International career
- 2003: Italy U-16 / 3 / (0)
- 2004: Italy U-17 / 3 / (1)
- 2004–2005: Italy U-18 / 6 / (0)
- 2005–2006: Italy U-19 / 6 / (0)
- 2005–2006: Italy U-20 / 2 / (0)

= Gianluca Freddi =

Italian footballer

Gianluca Freddi (born 29 March 1989) is an Italian footballer playing as a defender for Robur Siena.

==Biography==
A product of the A.S. Roma youth academy, Freddi usually plays as defender. Freddi made his debut against U.C. Sampdoria as a starter, in a goalless draw on 22 April 2006.

In August 2007, he was sold to Grosseto in co-ownership bid, for a peppercorn fee of €500. In June 2008 Grosseto bought Freddi outright for around €65,000.

On 20 January 2012, he moved to Serie B side Reggina Calcio for an undisclosed fee after his four-and-a-half-year spell at Grosseto. He took no.5 shirt vacated by Lorenzo Burzigotti.

On 23 July 2013, he joined Brescia Calcio on a one-year deal with an option for a second year.

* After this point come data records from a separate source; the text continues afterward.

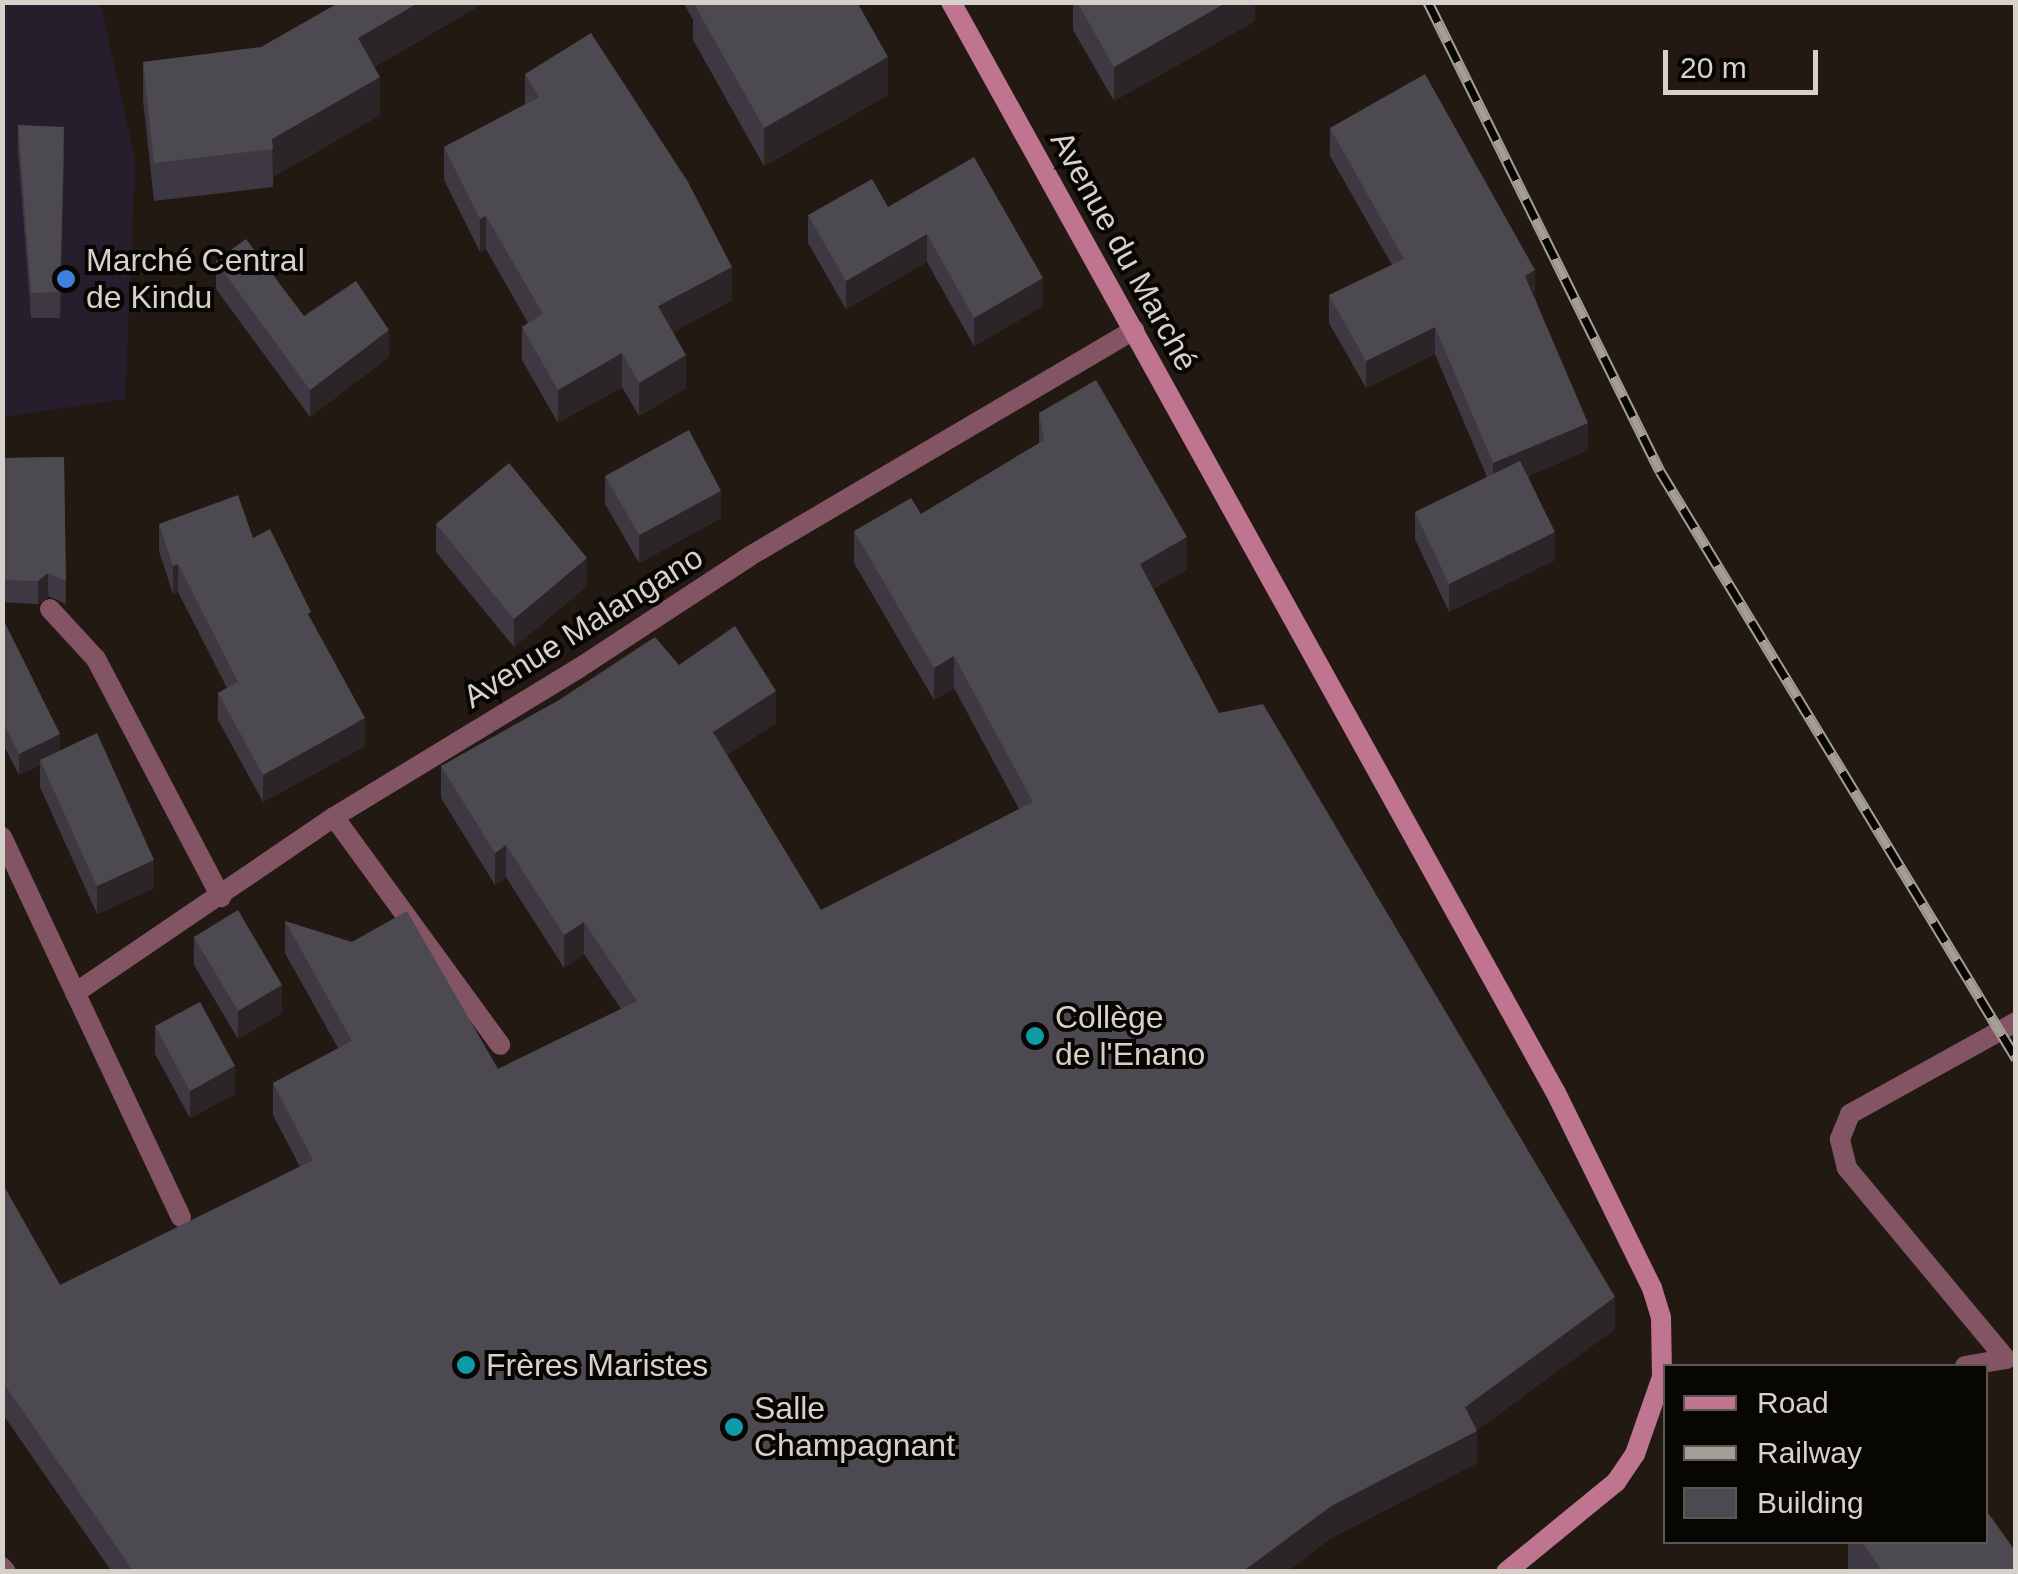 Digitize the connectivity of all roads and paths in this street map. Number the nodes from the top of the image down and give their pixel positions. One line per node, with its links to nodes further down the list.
1 (951, 2): 2 (street, Avenue du Marché)
2 (1134, 330): 4 (street, Avenue Malangano); 12 (street, Avenue du Marché)
3 (50, 609): 6 (street)
4 (334, 817): 6 (street, Avenue Malangano); 9 (street)
5 (2, 837): 7 (street)
6 (221, 897): 7 (street, Avenue Malangano)
7 (76, 993): 10 (street)
8 (2016, 1022): 11 (street)
9 (500, 1045)
10 (181, 1217)
11 (1977, 1364)
12 (1659, 1415): 13 (street, Avenue du Marché)
13 (1506, 1572)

On 1 September 2014 Freddi joined Lega Pro club Novara Calcio in a 2-year contract. He won promotion to Serie B with club in 2015.

On 31 August 2015 he was sold to Lega Pro club U.S. Lecce, where he spent one and a half seasons.

On 31 January 2017 he moved to Robur Siena on a free transfer.